Kwame points out in 1967 with shrewd foresight that there would be a need to empower US Blacks beyond a dependence on Whyte institutions because the gains made by US Blacks in such relationships would only become eroded over time, a point he makes while citing the erosion of public school integration gains he witnessed in the early 1960s. Fast forward to June 25, 2013, some almost 15 years after the passing of Kwame Ture, the Supreme Court of the United States of America in a 5 to 4 vote effectively gutted out one of the most important aspects of the Civil Rights Voting Rights Act of 1965 in (please catch this)SHELBY COUNTY, ALABAMA v. HOLDER, ATTORNEY GENERAL, ET AL., the stipulation that made certain Southern states accountable to report any changes made to their election laws and to have those changes federally approved. So, while Oyelowo presents on one hand an argument and interpretation that reads as obviously oblivious to the context within which the movie he lauds and the events the movie inaccurately portray, Oprah nods in agreement while on the other hand lending credibility to a specious argument that frames Dr.
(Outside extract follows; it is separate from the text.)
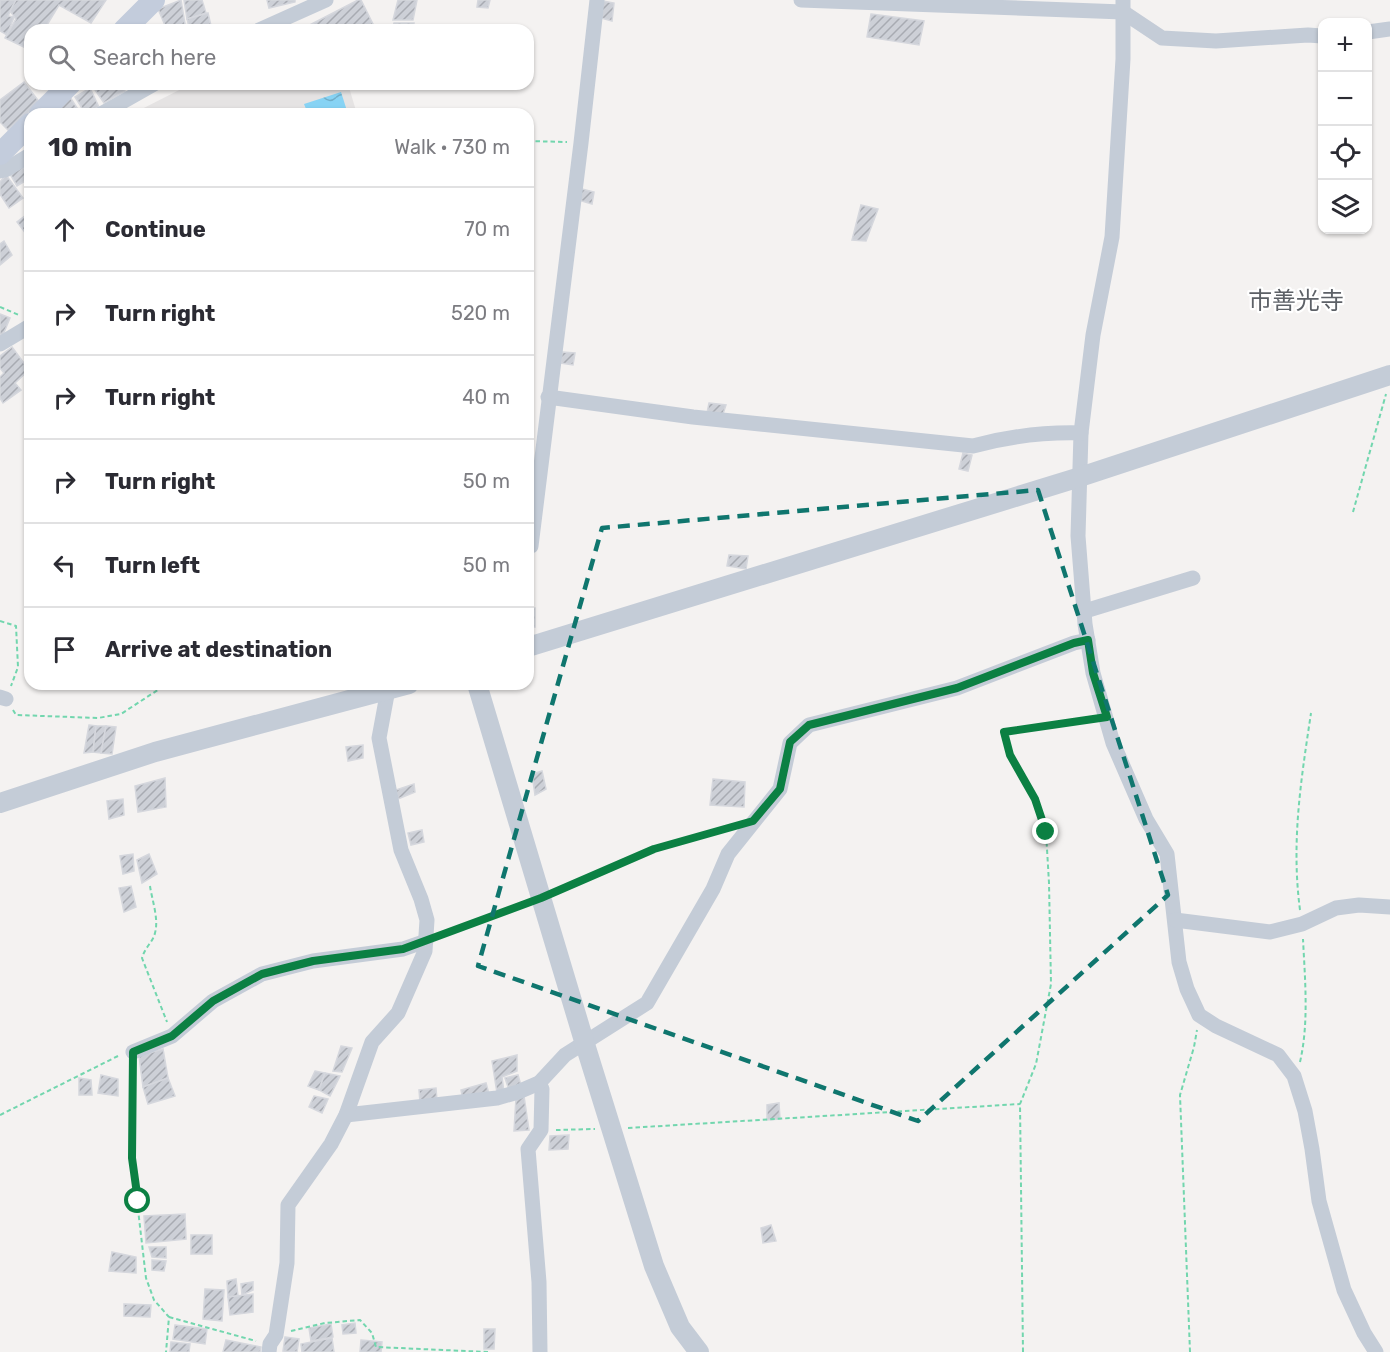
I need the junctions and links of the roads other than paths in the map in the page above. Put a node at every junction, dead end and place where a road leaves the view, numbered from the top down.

Martin Luther King, Jr.’s methodology as basically the ONLY methodology worthy of consideration outside of the historical and objective trajectory that shows a political stratagem not only worthy of criticism now, but that had received worthy criticism by someone that worked with Dr. King then!!!

 

Let me close on this note, not only does Oprah and Oyelowo get the details of the film they should have studied the events they are supposed to be reenacting wrong, they by way of lack of apparent research get the details wrong regarding the movement of protest and civil disobedient actions stemming from the desire to call to justice the officer that killed Mike Mike Brown. While it is my thinking that Winfrey is well within her rights to wait for whatever messiah might fall from the sky, her desire to have that messiah present demands seems to be oversight. Since prior to the mobilization weekend held in October(“Ferguson October”) that galvanized activist nationwide to join in the St. Louis area in a series of actions including one involving Professor Cornel “I came to get arrested” West(how did Oprah miss that?), there has been a list of five demands. These demands, as well as an addendum to those original demands here at this online location I have linked to. These demands were read to the St. Louis Mayor in an action that same Monday on which Cornel West was arrested outside the Ferguson Police Department with other activists and clergy at the St. Louis City Hall. The facts would show that Winfrey has no clue as to what she is talking about. As far as waiting on some majestic messiah to fall from the clouds, I cannot speak too directly to that, other than to say, I personally am not and have not been waiting on anyone to lead; I have been waiting on justice to prevail. I would think waiting on justice in the United States of America with regard to its slave descendants is also a very wasteful pursuit, just one I deem less wasteful of resources than waiting on the Black Messiah if it ain’t a record being recorded by D’angelo.

 

Given that Winfrey obviously has no clue about what she is talking about, as a Black Media Analyst and thus semiotician, I do now wish to question why the hell is she talking about this at all…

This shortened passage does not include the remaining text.